Another year, another swing-and-miss. But in this election year, Democrat Gov. John Bel Edwards needs all the propaganda talking points he can get.
Last week, the Louisiana Department of Health released the next iteration of its claim that Medicaid expansion brought the state pecuniary benefits. It alleges that the move by Edwards in early 2016 since has produced 14,000 jobs and for fiscal year 2018 $84 million in state tax receipts, and $61 million in local tax receipts.
This built upon last year’s substantially flawed effort and, as the Pelican Institute’s Chris Jacobs noted, did manage to correct some of its previous shortcomings. Still, Jacobs observed, problems remained that likely overstate these presumed benefits. Most disturbing among these, the new edition apparently fails to incorporate the impact of wholesale shift from private insurance to expanded Medicaid, estimated at a bare minimum as a third of the expansion population and far above the estimate LDH publicly propagates. Jacobs also faults the authors for a lack of transparency in their failure to explain seemingly odd conclusions, such as their jobs created estimate fell by around 5,000 even though overall spending year-over-year increased. (He could have added wonderment that the supposed extra tax receipts fell from the FY 17 estimate of $103 million at the state level and $75 million at the local level.)

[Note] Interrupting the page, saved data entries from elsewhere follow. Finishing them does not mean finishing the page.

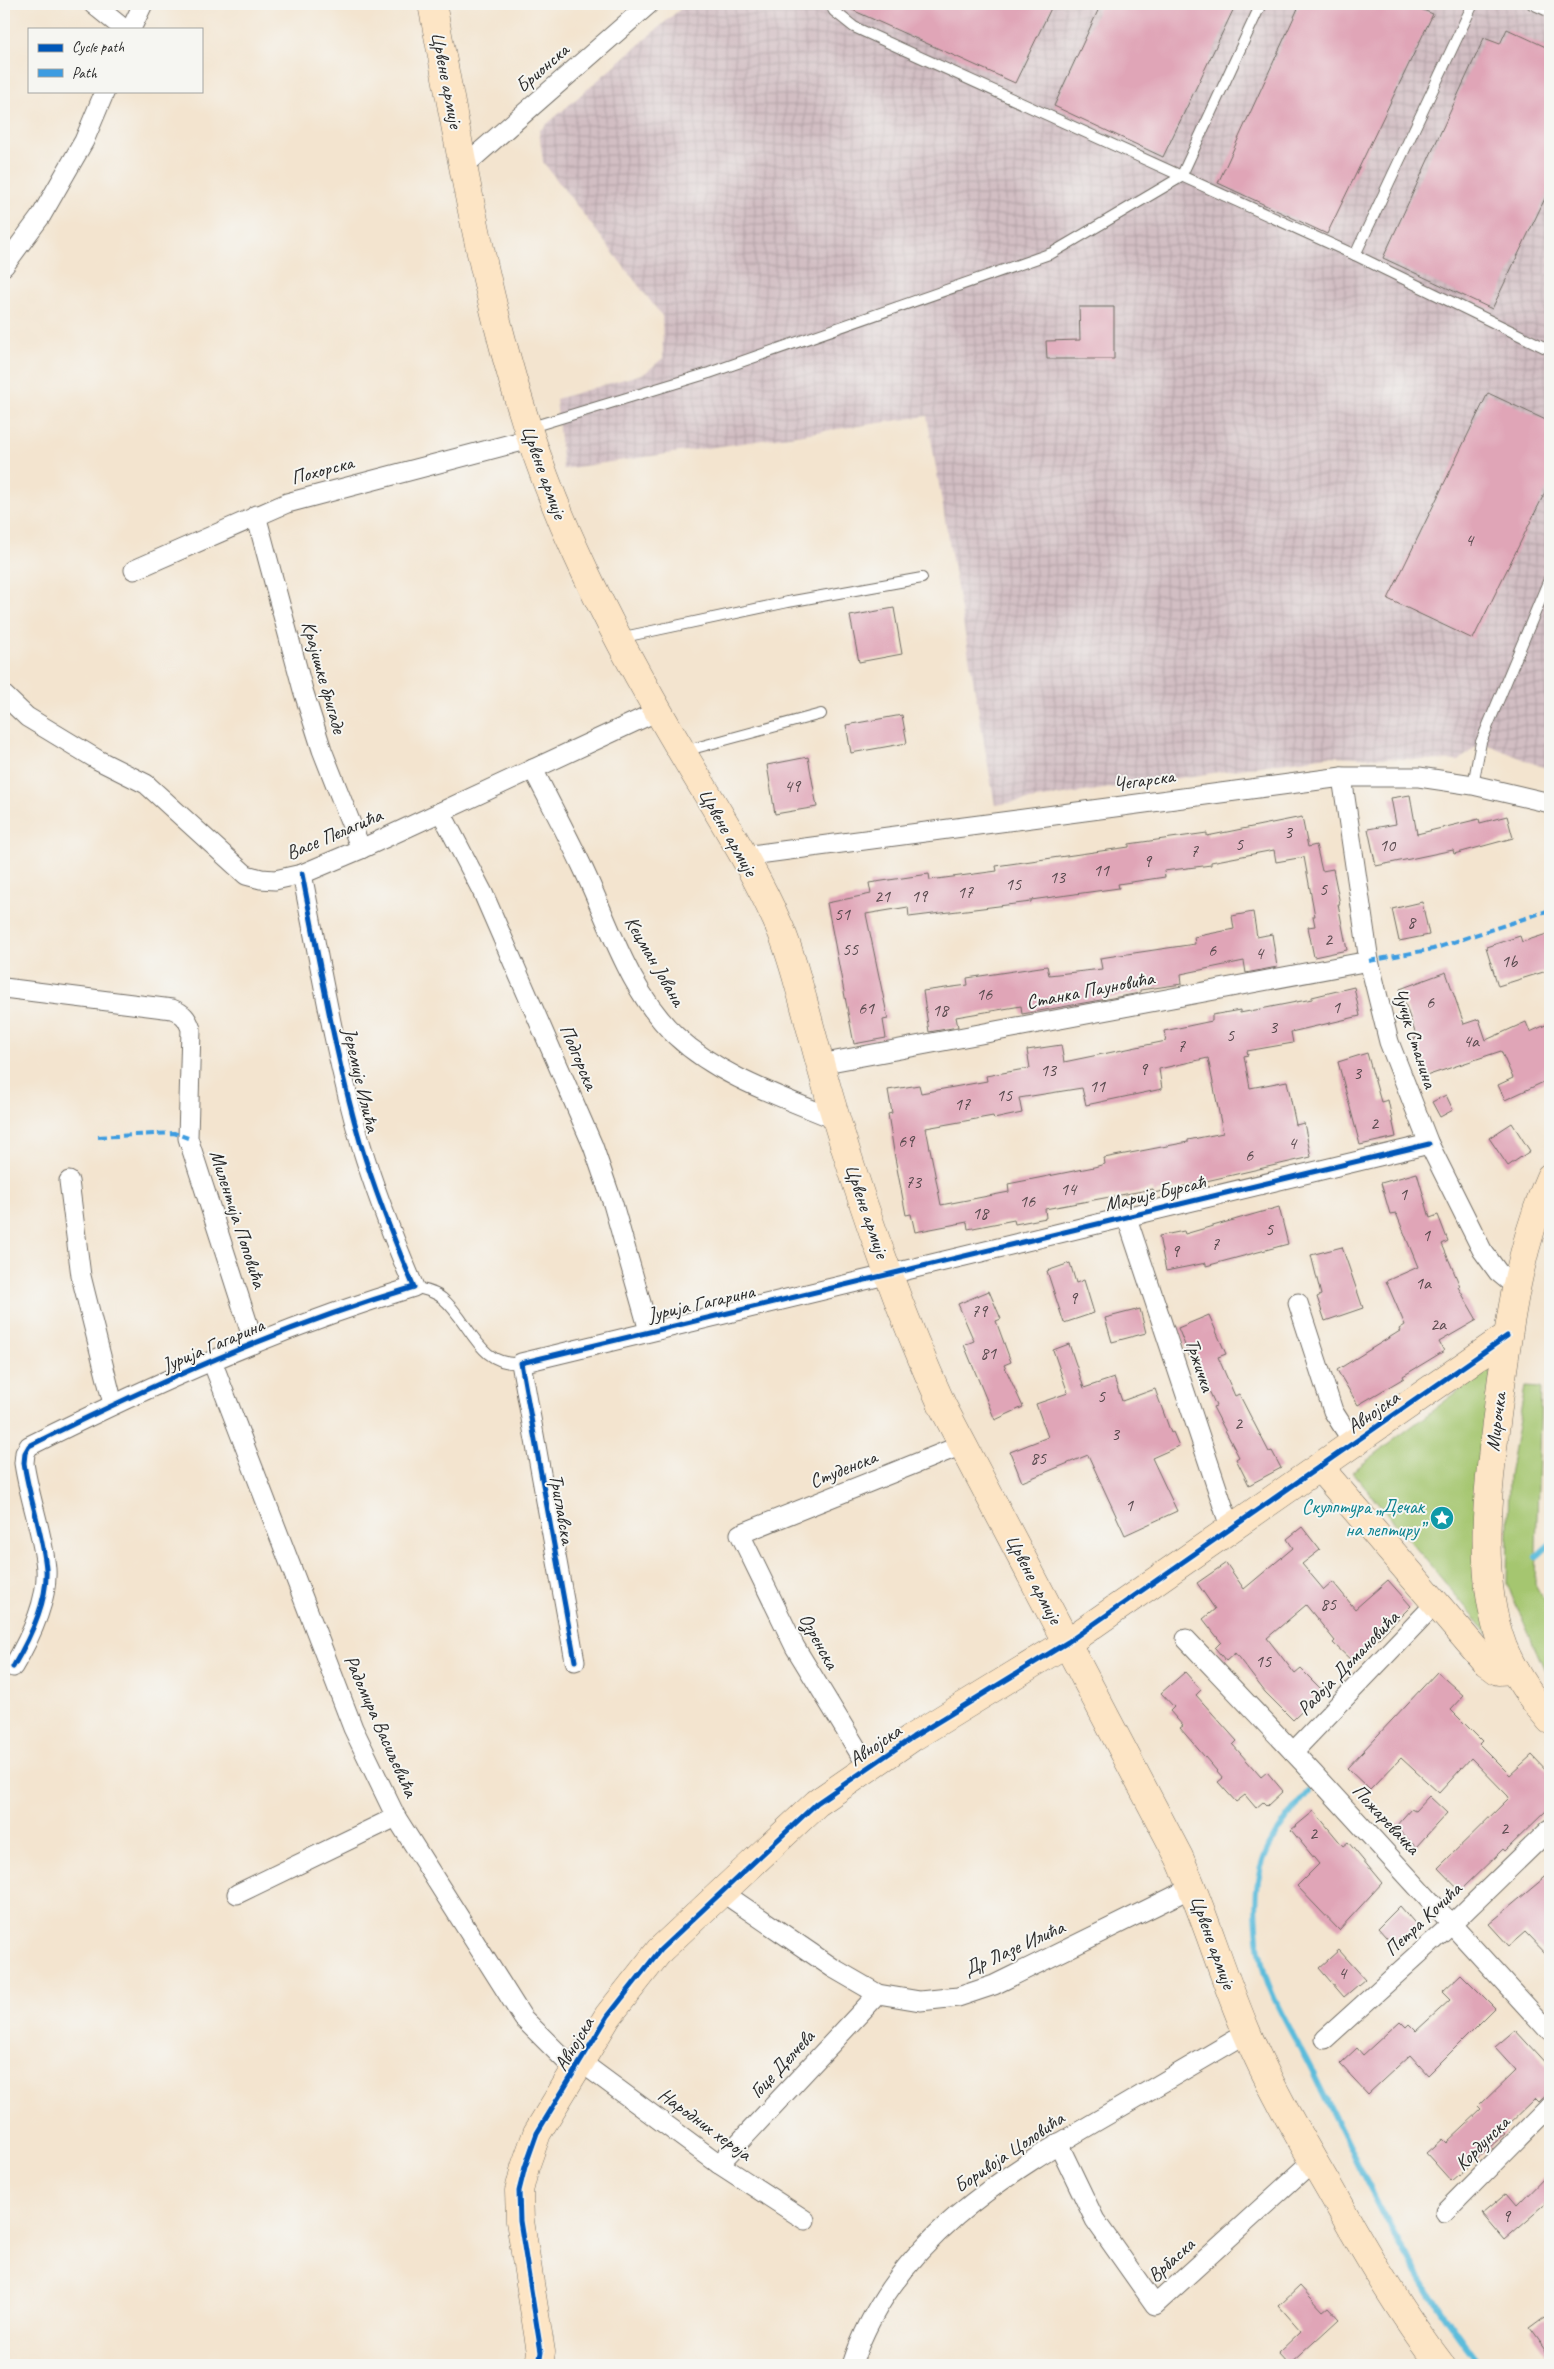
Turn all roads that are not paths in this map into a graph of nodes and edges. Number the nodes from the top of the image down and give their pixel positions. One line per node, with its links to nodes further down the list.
1 (93, 4): 10 (street)
2 (143, 4): 11 (street)
3 (432, 4): 13 (main road, Црвене армије)
4 (649, 4): 13 (street, Брионска)
5 (830, 4): 14 (lane)
6 (1261, 4): 14 (lane)
7 (1473, 4): 15 (lane)
8 (1532, 4): 9 (lane)
9 (1550, 12)
10 (123, 28)
11 (131, 28)
12 (105, 92): 16 (street)
13 (464, 166): 18 (main road, Црвене армије)
14 (1181, 177): 15 (lane); 18 (lane)
15 (1355, 255): 17 (lane)
16 (4, 266)
17 (1550, 350)
18 (529, 433): 19 (street, Похорска); 23 (main road, Црвене армије)
19 (256, 515): 20 (street, Похорска); 33 (street, Крајишке бригаде)
20 (134, 570)
21 (1550, 577): 30 (lane)
22 (922, 578): 23 (lane)
23 (618, 638): 25 (main road, Црвене армије)
24 (4, 696): 35 (street, Васе Пелагића)
25 (658, 711): 27 (main road, Црвене армије); 28 (street, Васе Пелагића)
26 (821, 714): 27 (lane)
27 (682, 752): 34 (main road, Црвене армије)
28 (533, 769): 32 (street, Васе Пелагића); 39 (street, Кецман Јована)
29 (1342, 776): 30 (street, Чегарска); 34 (street, Чегарска); 36 (street, Чучук Станина)
30 (1473, 785): 31 (street, Чегарска)
31 (1550, 803)
32 (441, 812): 33 (street, Васе Пелагића); 48 (street, Подгорска)
33 (361, 849): 35 (street, Васе Пелагића)
34 (744, 856): 38 (main road, Црвене армије)
35 (302, 874): 45 (street, Јеремије Илића)
36 (1369, 961): 38 (street, Станка Пауновића); 40 (street, Чучук Станина)
37 (4, 988): 50 (street, Милентија Поповића)
38 (820, 1064): 39 (main road, Црвене армије)
39 (837, 1120): 44 (main road, Црвене армије)
40 (1429, 1144): 43 (street, Марије Бурсаћ); 46 (street, Чучук Станина)
41 (1550, 1176): 46 (main road, Мирочка)
42 (69, 1181): 53 (street)
43 (1126, 1215): 44 (street, Марије Бурсаћ); 57 (street, Тржичка)
44 (889, 1274): 48 (street, Јурија Гагарина); 55 (main road, Црвене армије)
45 (414, 1287): 50 (street, Јурија Гагарина); 52 (lane, Јурија Гагарина)
46 (1516, 1287): 49 (main road, Мирочка)
47 (1298, 1303): 54 (street)
48 (649, 1331): 52 (street, Јурија Гагарина)
49 (1507, 1336): 54 (main road, Авнојска); 64 (main road, Мирочка)
50 (254, 1343): 51 (street, Јурија Гагарина)
51 (212, 1361): 53 (street, Јурија Гагарина); 68 (street, Радомира Васиљевића)
52 (521, 1363): 62 (street, Триглавска)
53 (113, 1404): 63 (street, Јурија Гагарина)
54 (1354, 1444): 56 (main road, Авнојска)
55 (962, 1445): 58 (street, Студенска); 61 (main road, Црвене армије)
56 (1320, 1468): 57 (main road, Авнојска); 59 (main road)
57 (1231, 1530): 61 (main road, Авнојска)
58 (740, 1534): 67 (street, Озренска)
59 (1435, 1604): 64 (main road); 66 (street, Радоја Домановића)
60 (1186, 1639): 66 (street, Пожаревачка)
61 (1068, 1642): 67 (main road, Авнојска); 70 (main road, Црвене армије)
62 (575, 1661)
63 (13, 1667)
64 (1514, 1670): 65 (main road, Мирочка)
65 (1550, 1720)
66 (1294, 1752): 73 (street, Пожаревачка)
67 (868, 1766): 71 (main road, Авнојска)
68 (396, 1817): 72 (street); 78 (street, Радомира Васиљевића)
69 (1550, 1829): 73 (street, Петра Кочића)
70 (1193, 1887): 74 (street, Др Лазе Илића); 76 (main road, Црвене армије)
71 (722, 1892): 74 (street, Др Лазе Илића); 78 (main road, Авнојска)
72 (237, 1894)
73 (1452, 1924): 75 (street, Пожаревачка); 77 (street, Петра Кочића)
74 (878, 1994): 82 (street, Гоце Делчева)
75 (1550, 2032)
76 (1247, 2033): 80 (street, Боривоја Цоловића); 81 (main road, Црвене армије)
77 (1325, 2039)
78 (579, 2066): 82 (street, Народних хероја); 86 (main road, Авнојска)
79 (1550, 2106): 83 (street, Кордунска)
80 (1058, 2144): 81 (street, Врбаска); 87 (street, Боривоја Цоловића)
81 (1313, 2161): 85 (main road, Црвене армије)
82 (719, 2164): 84 (street, Народних хероја)
83 (1445, 2212)
84 (805, 2220)
85 (1435, 2363)
86 (540, 2365)
87 (852, 2365)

Regardless, hidden in plan view are a couple of data points that put to rest any argument that expansion has provided net taxpayer benefits. First, the authors estimate that the state’s share of extra costs for expansion in FY 2018 reached $128 million – pretty close to the 4.5 percent blended rate of the $3.066 billion total spent on expansion that year of $138 million. But the state only took in $84 million in extra receipts, and even adding in the local amount (although local governments will have some small extra costs to bear as well, but which are trivial at this scale), that barely breaks even across all governments.
No longer. In fewer than four months, the rate becomes fixed permanently at 10 percent. Assuming the state spends the same amount in FY 2020 – a reasonable guess, given that the Edwards Administration, after having loosened eligibility verification standards upon his entering office, sheepishly tightened these up after unflattering data about improper payment levels surfaced, began culling expansion rolls by the tens of thousands – its share (at a blended 8.5 percent rate) will cost $261 million, and at that same level $307 million in FY 2021.
This unpublicized admission in the report makes it official: Edwards lied through his teeth when he asserted expansion would “save” the state money. According to his own bought-and-paid-for report, this fiscal year likely the boondoggle will cost state taxpayers $177 million extra.
And where does the state get this money to subsidize money-losing expansion? From patients in most state hospitals by a sick tax increased with the triggering of expansion by Edwards, health care insurance policy-holders when that premium tax doubled upon triggering, and taxpayers who also paid for that doubling because able-bodied adults in Medicaid operate through a managed care system by insurers. (As well, taxpayers pony up for portions of state employees’ health premiums subject to the tax.) The estimated impact of these increases exceeds $200 million.
Which leads to the second point: the study, as did its predecessor, looks only at half of the equation. It celebrates the extra federal dough rolling into to the state’s economy as a result of expansion, but refuses to acknowledge paying for all of that with the state share takes something out of the state’s economy (as well as in federal taxes paid by state residents). It’s why the authors seem oblivious that their presumed 14,000 job creation number occurred in an environment where the state gained fewer than 2,000 jobs through Edwards’s term.
In short, draining the Louisiana economy to pay for expansion likely created some jobs while destroying more as Louisianans in the aggregate had fewer dollars available for spending and investing (except for the hundred-thousand plus who switched – although some forcibly when their employers dropped coverage because expansion happened – from private plans to expanded Medicaid) and other state priorities went underfunded because of expansion. It doesn’t seem coincidental that Louisiana has had the nation’s worst economy since Edwards took office and as his first act expanded Medicaid.
Once again, LDH has funded a study intended to shine as good a light as possible on a decision that, despite that intent, inadvertently showed that expansion has cost Louisianans their earnings and damaged their economic prosperity. No doubt in campaigning Edwards will emphasize its cheerleading and do all he can to bury its weaknesses and unintended implications.